今回紹介するのは、ザクの正統的後継機種として開発されたという設定で『Zガンダム』に登場したハイザックと、それをさらに偵察用に特化したという設定で『ガンダムZZ』に登場したアイザックのHGUCのご紹介です!
ハイザック 1/144 HGUC 012 2000年7月 1000円(機動戦士Zガンダム)
アイザック 1/144 HGUC 096 2009年6月 1600円(機動戦士ガンダムZZ)
“それ”はバンダイの皮算用も関わってくる話であり、満を持して『続・ガンダム』を商売として始めた以上、そこで出てくる新メカが、MSVに毛が生えた程度ではダメだが、かといって斬新すぎるのも「ガンダム的ではない」でダメなのだ。

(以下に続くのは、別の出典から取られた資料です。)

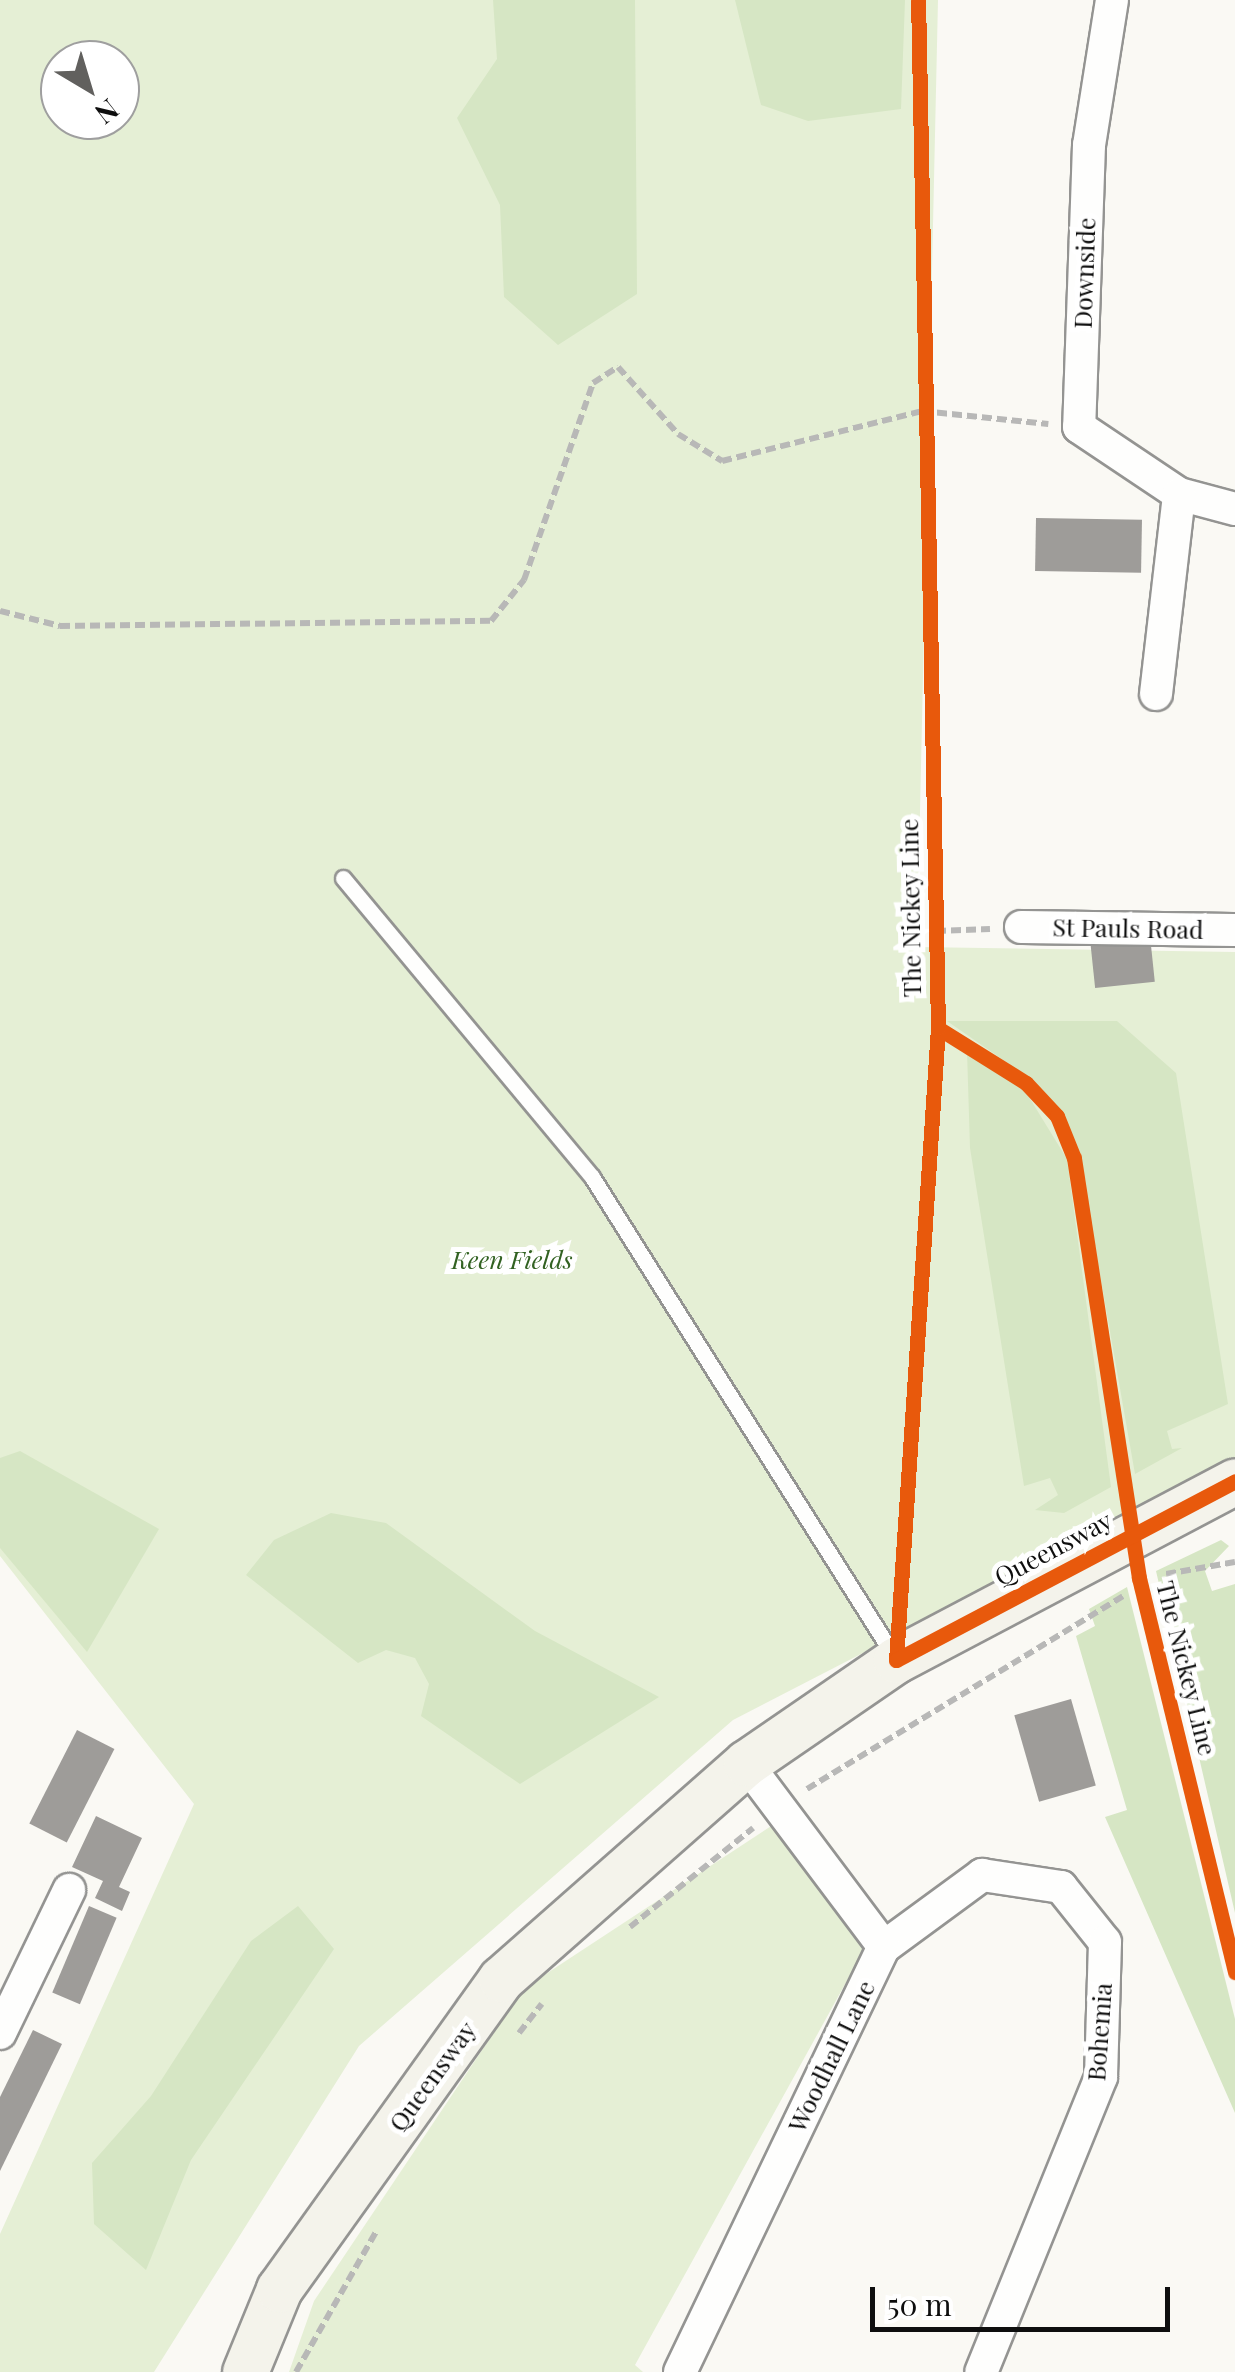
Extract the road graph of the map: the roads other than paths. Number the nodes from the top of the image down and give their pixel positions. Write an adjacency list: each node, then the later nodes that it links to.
1 (1112, 0): 2 (street, Downside)
2 (1179, 494): 3 (street); 4 (street)
3 (1235, 509)
4 (1156, 694)
5 (342, 878): 9 (lane)
6 (1021, 927): 7 (street, St Pauls Road)
7 (1235, 930)
8 (1235, 1481): 9 (main road, Queensway)
9 (896, 1660): 10 (main road, Queensway)
10 (746, 1763): 12 (street); 14 (main road, Queensway)
11 (68, 1890): 13 (street)
12 (884, 1947): 15 (street, Woodhall Lane); 16 (street, Bohemia)
13 (0, 2033)
14 (246, 2372)
15 (680, 2372)
16 (981, 2372)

その辺りの舵取りは、かなり苦心の跡が見え隠れして、伝え聞いた話によれば、初動のリック・ディアスですら「これでは『ガンダムの続編』のメカではなく『エルガイムの続編』のメカだ」という内部批判があったらしく、まぁとりあえず、「斬新なドム」を一番最初に画面に登場させつつ、「見るからにガンダム」「見るからにザク」「見るからにジム」は画面展開に並べておこうという足場作りは必要だったのだろう。
特に「足裏ディテール」は、初期ガンプラでも「ドムの足裏のバーニア」等、特徴的なデザインは造形に取り入れられていたが、アニメデザインどおりの足裏ディテールというのは、かつての『機動戦士ガンダム』(1979年)に倣って、1/100ガンダムMK-Ⅱが再現しており、これがガンプラでの事実上の意識的アプローチの始まりともいえた。
それを踏まえての、HGUC時代のガンプラであるが、むしろ初期のHGUCでは頑張っていた「足裏ディテール再現」が、徐々に「パーツ数を抑える代わりに、肉抜き穴が目立つ」仕様になっていくさまは、ここ数年の新作HGUC手首の「穴付き拳1パーツでライフルもサーベルも握れる仕様」と同じで、退行してしまっていると言ってよいのではないだろうか。
2000年に、『Zガンダム』登場のモビル・スーツとしては、キュベレイ、百式、リック・ディアスに続いてHGUCからリリースされたハイザック。
出来としては、それなり、時代なり、この時期なりの平均点。
プロポーションは悪くなく、当時は設定に忠実だと思えていた旧1/144が、頭部(というか上半身全体)が大きく脚部(というか腰部から下の下半身)が華奢で、結果的に損なっていた安定感を、HGUC版は絶妙なバランスで再構成している。
ハイザックで目立つ、ゴテゴテで大きめのバックパックや、両脚ふくらはぎ両サイドのスラスター等は、これは明確に、『Zガンダム』放映前に起きていた「MSVブーム」で、その中心にいてMSVの象徴だった「MS-06R ザクⅡ」からの影響がフィードバックされていると言い切ってもよいだろう(だから若いガンダム世代たちよ。おじさん達にとって「ザクⅡ」とは、旧ザクからカウントしたノーマルザクを指すのではなく、こちらの06Rの方を思い浮かべるのだよ)。
いうなれば「ザクそのまま」に、「連邦っぽい胸ダクトとシールド」を装備させて「06Rの人気要素」を組み込み、後は「それっぽくパイプを増やした」のがハイザックであると言える。
しかし、このハイザック。デザイン段階で「やらかし」てしまったのだ。
模型化とメカデザインがまだ完全な連動が出来ていなかった『Zガンダム』の時代。
ハイザックは、ザクをブラッシュアップする際に、上腕をうねるパイプの接続先を、肩アーマーの内側、もっと正確に言及すると「肩接続部のボディ内部」から生えているように設定してしまったのだ。